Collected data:
++++++

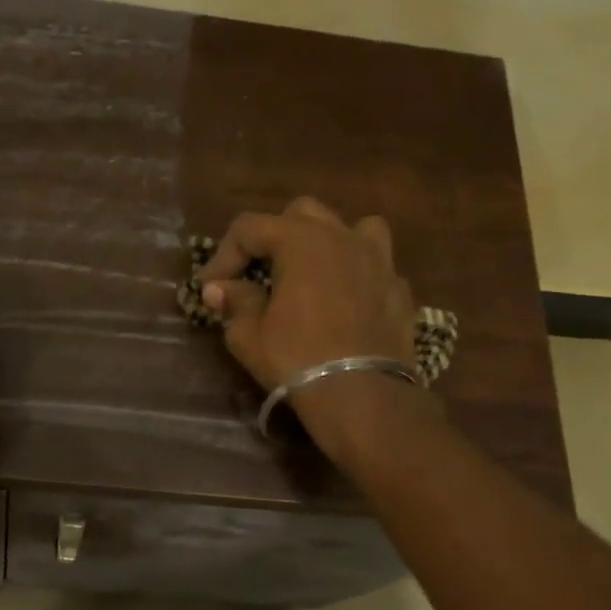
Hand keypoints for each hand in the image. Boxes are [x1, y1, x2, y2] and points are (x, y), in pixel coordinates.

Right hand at [198, 197, 431, 457]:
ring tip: (313, 272)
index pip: (250, 228)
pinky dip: (356, 276)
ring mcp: (379, 259)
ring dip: (327, 242)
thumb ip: (234, 302)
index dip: (223, 254)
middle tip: (258, 272)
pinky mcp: (400, 288)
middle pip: (301, 214)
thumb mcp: (248, 335)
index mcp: (301, 240)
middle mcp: (343, 236)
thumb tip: (219, 289)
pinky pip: (374, 267)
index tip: (210, 287)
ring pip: (352, 227)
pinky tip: (345, 303)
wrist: (362, 394)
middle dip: (273, 237)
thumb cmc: (297, 359)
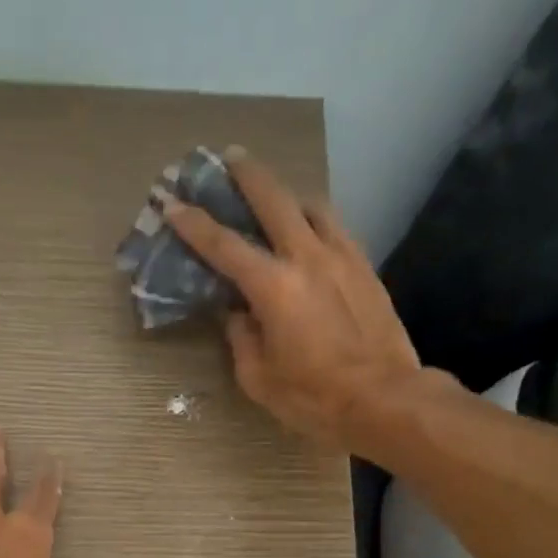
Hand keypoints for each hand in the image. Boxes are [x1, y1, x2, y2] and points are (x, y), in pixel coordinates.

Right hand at [163, 149, 423, 451]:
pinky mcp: (365, 268)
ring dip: (287, 194)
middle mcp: (307, 258)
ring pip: (311, 206)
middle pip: (274, 200)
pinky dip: (315, 221)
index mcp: (273, 287)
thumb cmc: (313, 397)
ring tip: (274, 197)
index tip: (174, 205)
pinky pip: (335, 229)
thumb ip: (241, 338)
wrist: (384, 399)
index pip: (224, 247)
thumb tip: (237, 314)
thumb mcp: (259, 378)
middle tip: (229, 157)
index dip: (195, 225)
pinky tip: (309, 232)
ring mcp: (342, 258)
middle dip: (247, 175)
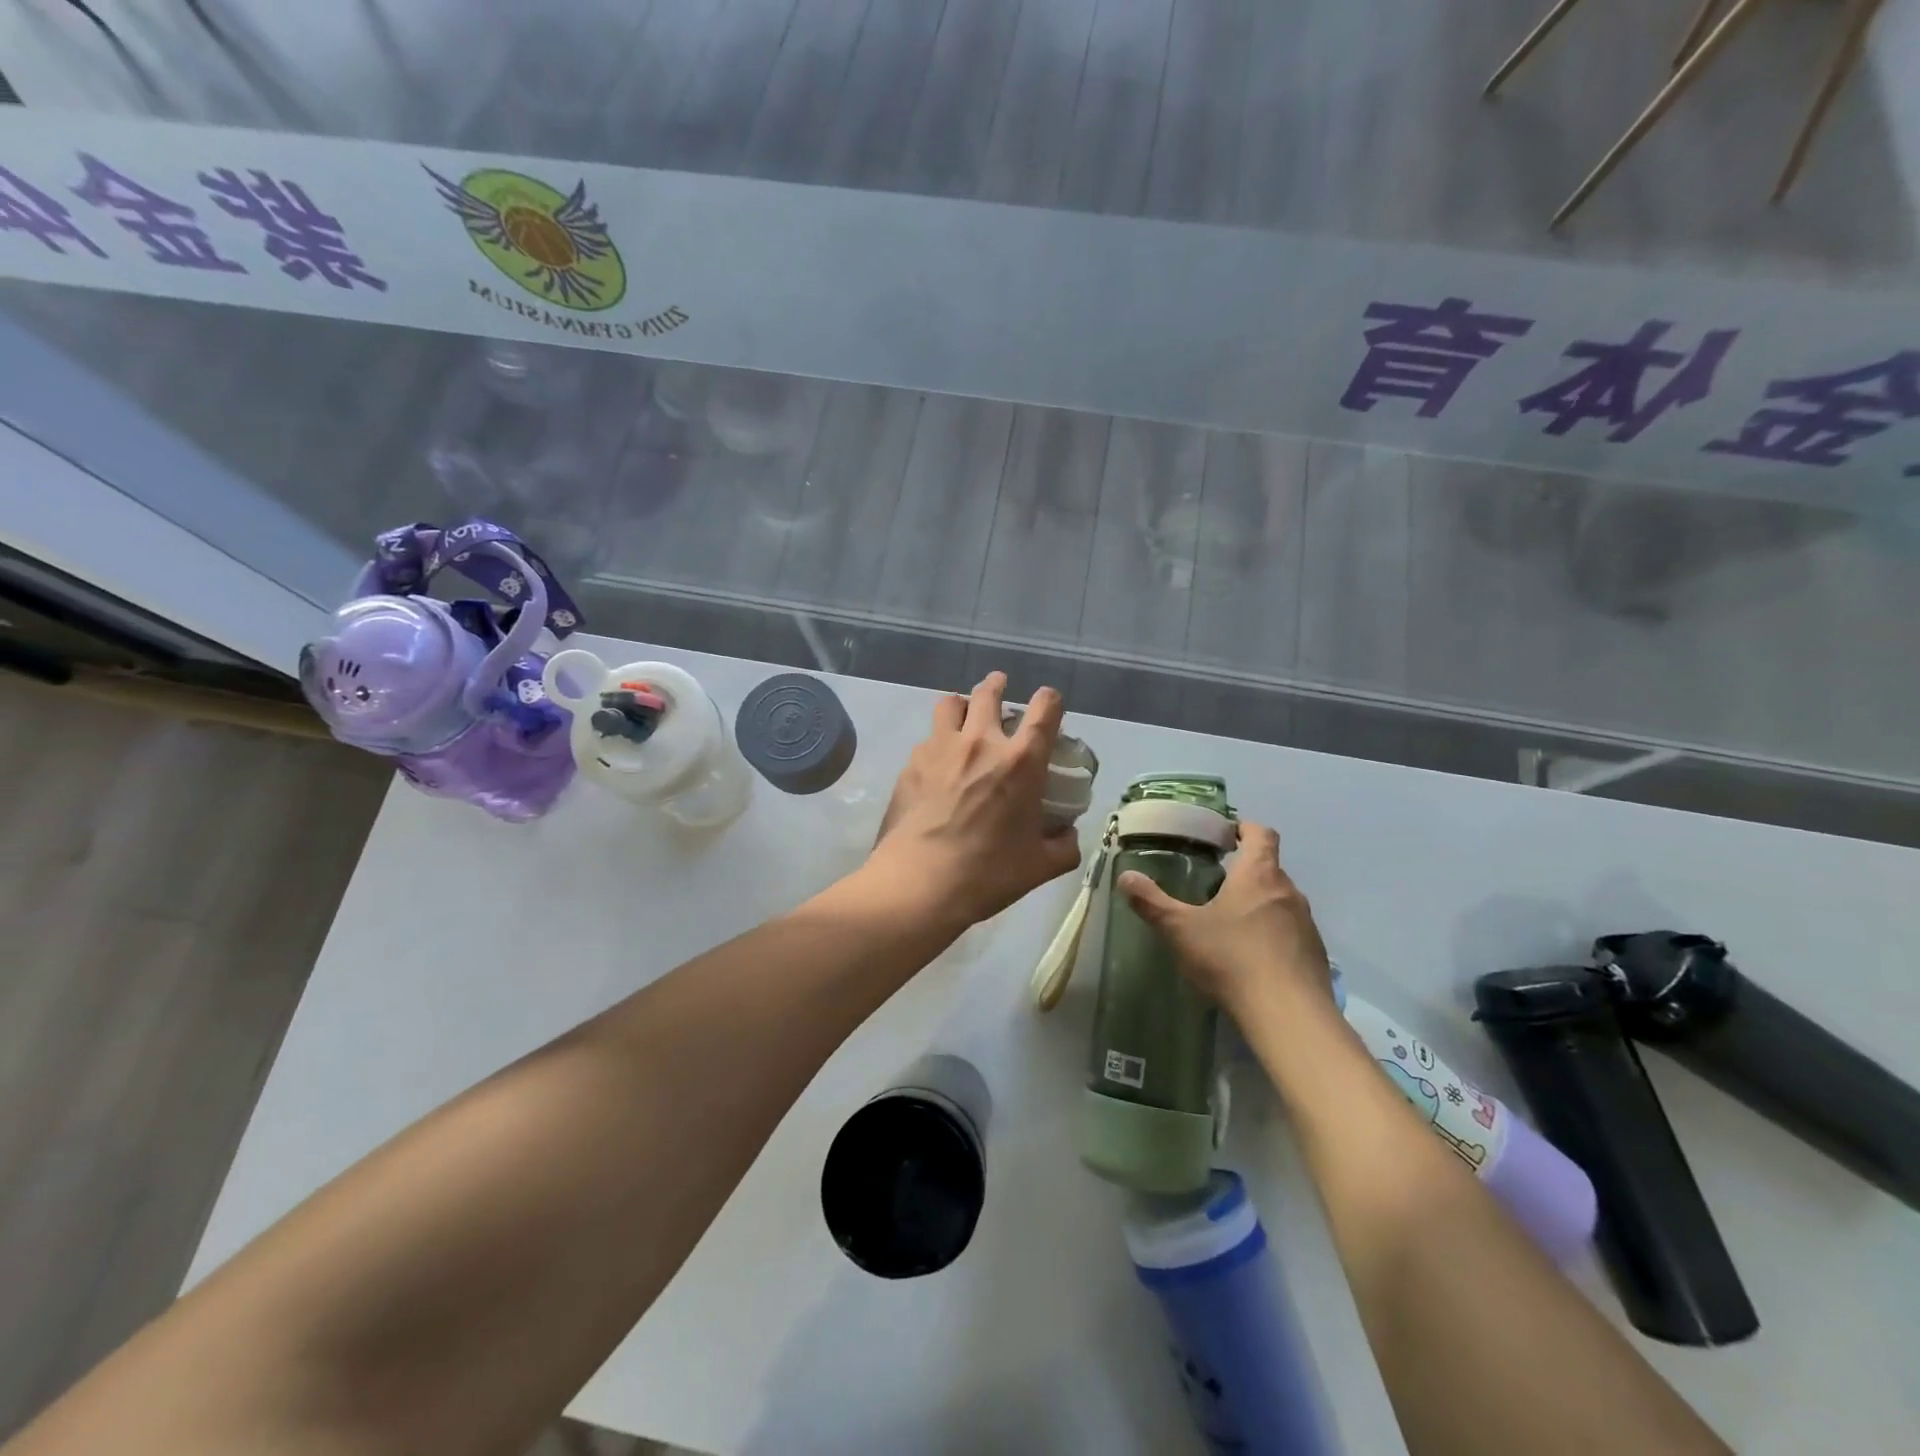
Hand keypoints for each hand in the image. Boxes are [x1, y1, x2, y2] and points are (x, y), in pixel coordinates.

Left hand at [868, 672, 1082, 928]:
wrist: (921, 883)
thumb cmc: (988, 873)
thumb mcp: (1041, 866)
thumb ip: (1064, 845)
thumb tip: (1067, 834)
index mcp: (1021, 761)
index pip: (1044, 708)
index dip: (1050, 700)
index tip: (1049, 705)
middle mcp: (981, 743)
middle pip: (989, 692)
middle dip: (998, 684)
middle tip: (1000, 688)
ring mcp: (941, 749)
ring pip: (950, 703)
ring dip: (961, 705)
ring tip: (963, 717)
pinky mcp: (911, 764)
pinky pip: (927, 739)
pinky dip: (937, 742)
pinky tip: (937, 764)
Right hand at [1117, 822, 1331, 1013]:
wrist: (1288, 1015)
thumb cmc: (1232, 959)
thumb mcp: (1181, 930)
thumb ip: (1152, 902)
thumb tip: (1125, 877)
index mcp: (1258, 874)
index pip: (1261, 834)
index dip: (1245, 829)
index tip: (1225, 836)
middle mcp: (1288, 891)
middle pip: (1270, 869)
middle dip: (1245, 873)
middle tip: (1216, 888)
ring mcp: (1306, 923)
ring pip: (1280, 902)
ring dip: (1259, 906)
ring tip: (1231, 927)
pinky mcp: (1315, 954)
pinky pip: (1291, 933)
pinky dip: (1273, 936)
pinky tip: (1252, 960)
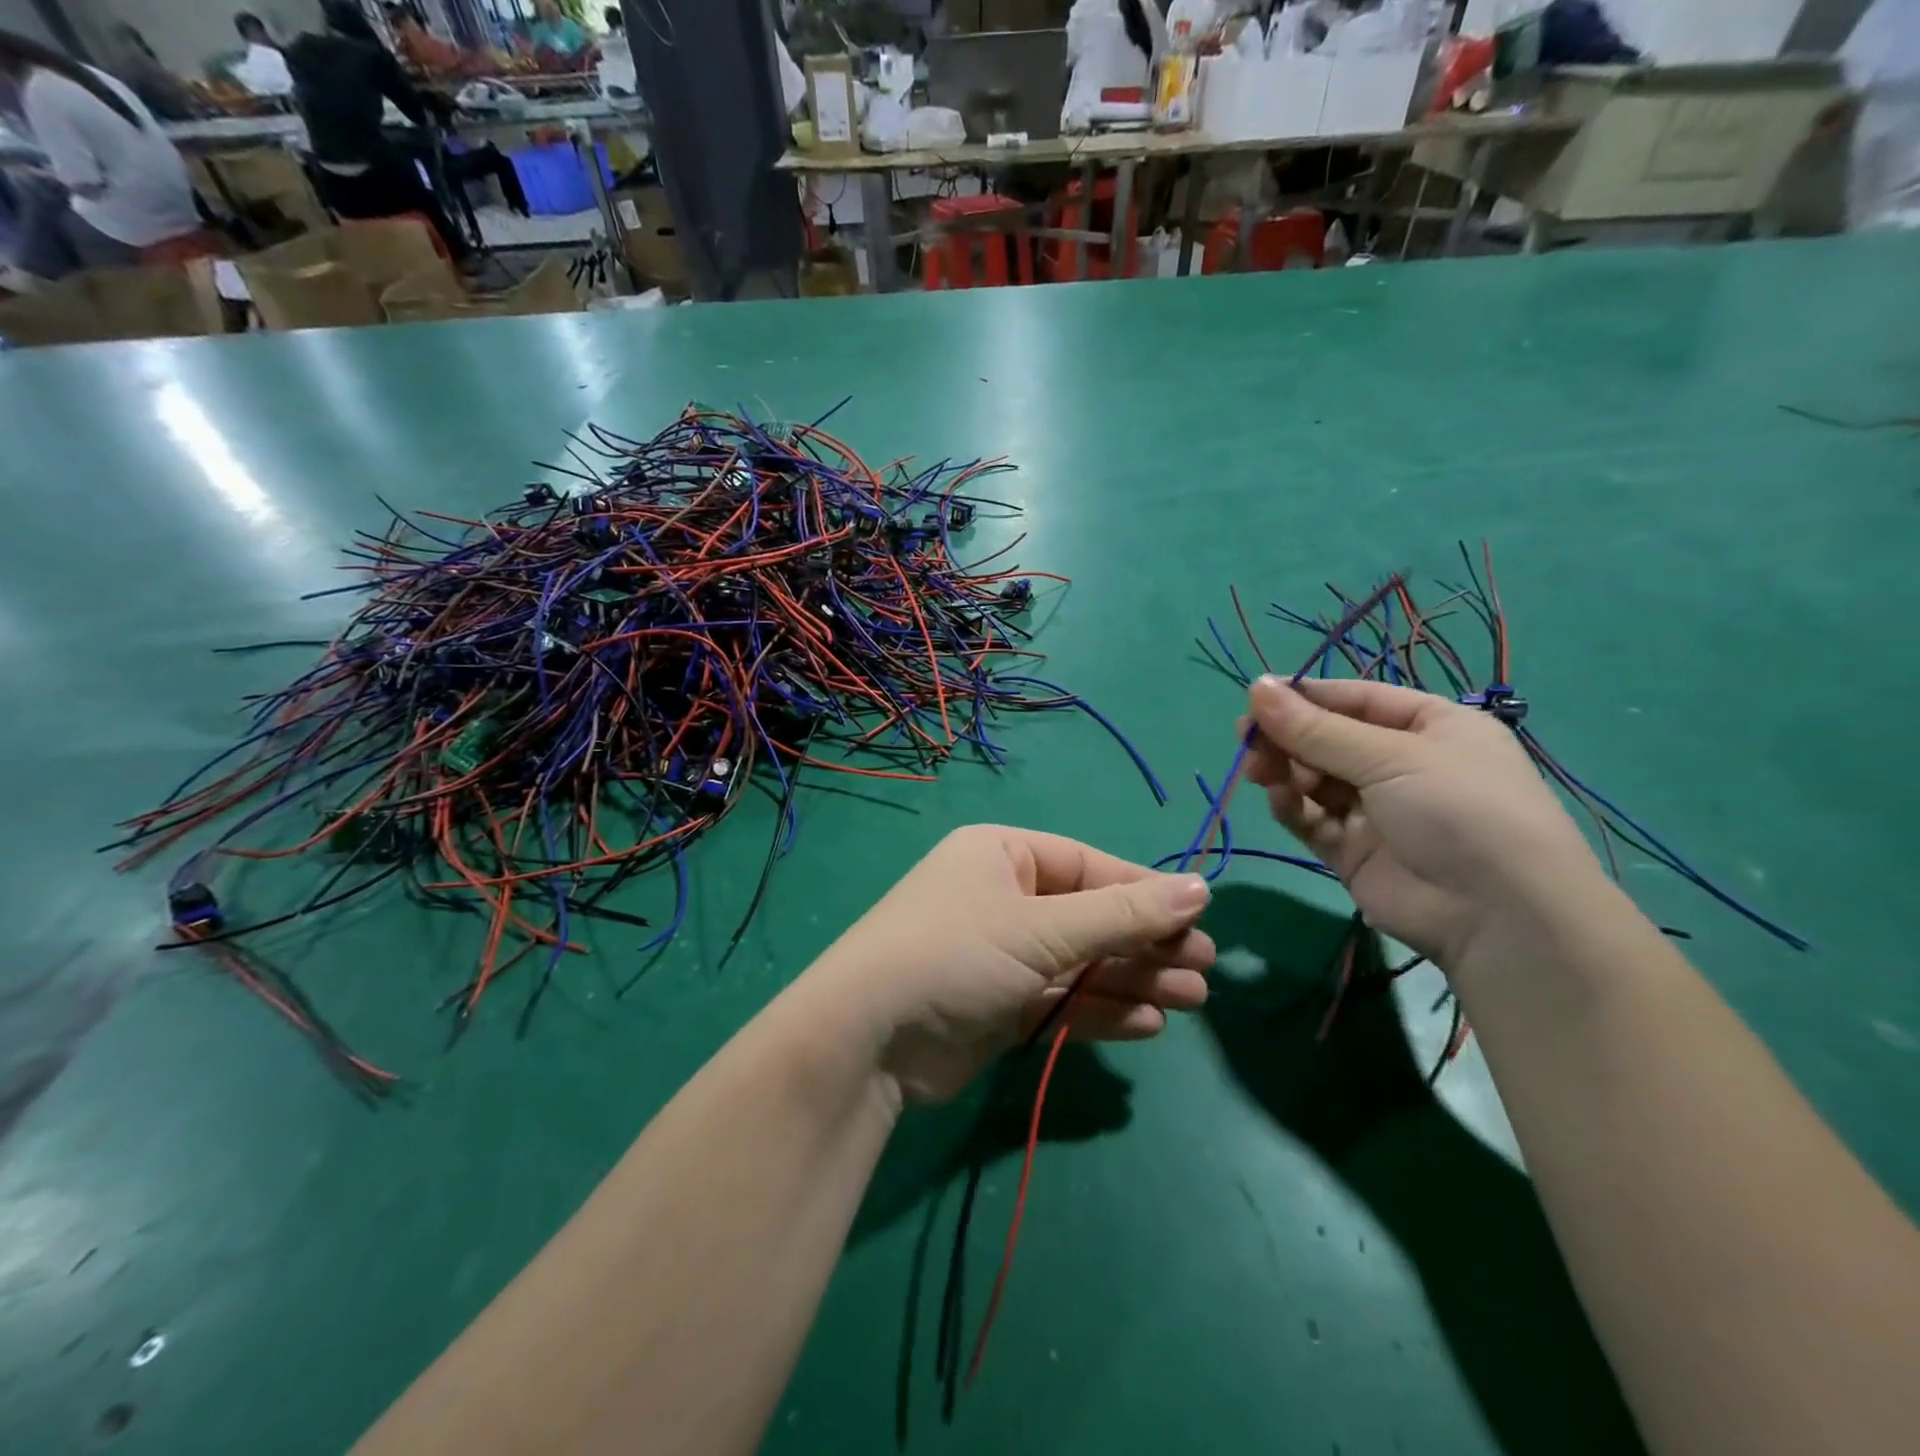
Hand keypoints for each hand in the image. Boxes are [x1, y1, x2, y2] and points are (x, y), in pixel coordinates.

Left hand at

++++++

WHAT IS EXPECTED:
Would you mind returning each entry above word for word, skipping the images?

WRITTEN RESPONSE:
Hand keypoints for each hand in the image. Boxes are [x1, y1, x2, y2] and points are (x, y), in pixel coordinates.

Right hand at [198, 197, 431, 457]:
ring tip: (313, 272)
index pip: (250, 228)
pinky dip: (356, 276)
ring mcp: (379, 259)
ring dip: (327, 242)
thumb ip: (234, 302)
index dip: (223, 254)
middle tip: (258, 272)
pinky mcp: (400, 288)
middle pip: (301, 214)
thumb mcp: (248, 335)
index mcp: (301, 240)
middle mcp: (343, 236)
thumb tip: (219, 289)
pinky pip: (374, 267)
index tip: (210, 287)
ring pip: (352, 227)
pinky tip: (345, 303)
wrist: (362, 394)
middle dip: (273, 237)
thumb cmc: (297, 359)
Hand keypoints for each hand in the image. Boxes are [x1, y1, x2, y2] and points are (x, y), in pixel coordinates.

Right hand at [163, 149, 423, 451]:
pinky mcp: (365, 268)
ring dip: (287, 194)
middle mcp: (307, 258)
ring pip: (311, 206)
middle pip: (274, 200)
pinky dip: (315, 221)
index mcp: (273, 287)
thumb cmc: (313, 397)
ring tip: (274, 197)
index tip: (174, 205)
pinky pip: (335, 229)
thumb ip: (241, 338)
wrist: (384, 399)
index pip: (224, 247)
thumb tip: (237, 314)
thumb mcp: (259, 378)
middle tip: (229, 157)
index dip: (195, 225)
pinky tip: (309, 232)
ring mcp: (342, 258)
middle dip: (247, 175)
Hand keypoints for each hand in the image. Boxes are [x1, y1, x2, y2] and points are (x, y), in pixel coordinates.

Left hand at [868, 672, 1082, 928]:
wrist: (921, 883)
thumb cmc: (988, 873)
thumb mcp: (1041, 866)
thumb ip: (1064, 845)
thumb tip: (1067, 834)
index mcp: (1021, 761)
index pip: (1044, 708)
index dip: (1050, 700)
index tip: (1049, 705)
middle mcp: (981, 743)
middle pip: (989, 692)
middle dip: (998, 684)
middle tip: (1000, 688)
ring mcp: (941, 749)
ring pip: (950, 703)
ring dip: (961, 705)
ring tip: (963, 717)
pinky mcp: (911, 764)
pinky pip: (927, 739)
pinky dip: (937, 742)
pinky tip: (937, 764)
Right hand at [1117, 822, 1331, 1013]:
wrist: (1288, 1015)
thumb cmc: (1232, 959)
thumb mcp: (1181, 930)
thumb ip: (1152, 902)
thumb tip: (1125, 877)
index mcp: (1258, 874)
index pip: (1261, 834)
index dip: (1245, 829)
index tip: (1225, 836)
middle mcp: (1288, 891)
middle pip: (1270, 869)
middle dip: (1245, 873)
middle tip: (1216, 888)
ring mcp: (1306, 923)
ring pip: (1280, 902)
ring dip: (1259, 906)
ring tip: (1231, 927)
pinky mcp: (1315, 954)
pinky pip: (1291, 933)
pinky dip: (1273, 936)
pinky tip: (1252, 960)
Hand keypoints for each hand in the image. Boxes are [x1, y1, x2, y2] and points are (x, y), in pixel coordinates.

Left hand at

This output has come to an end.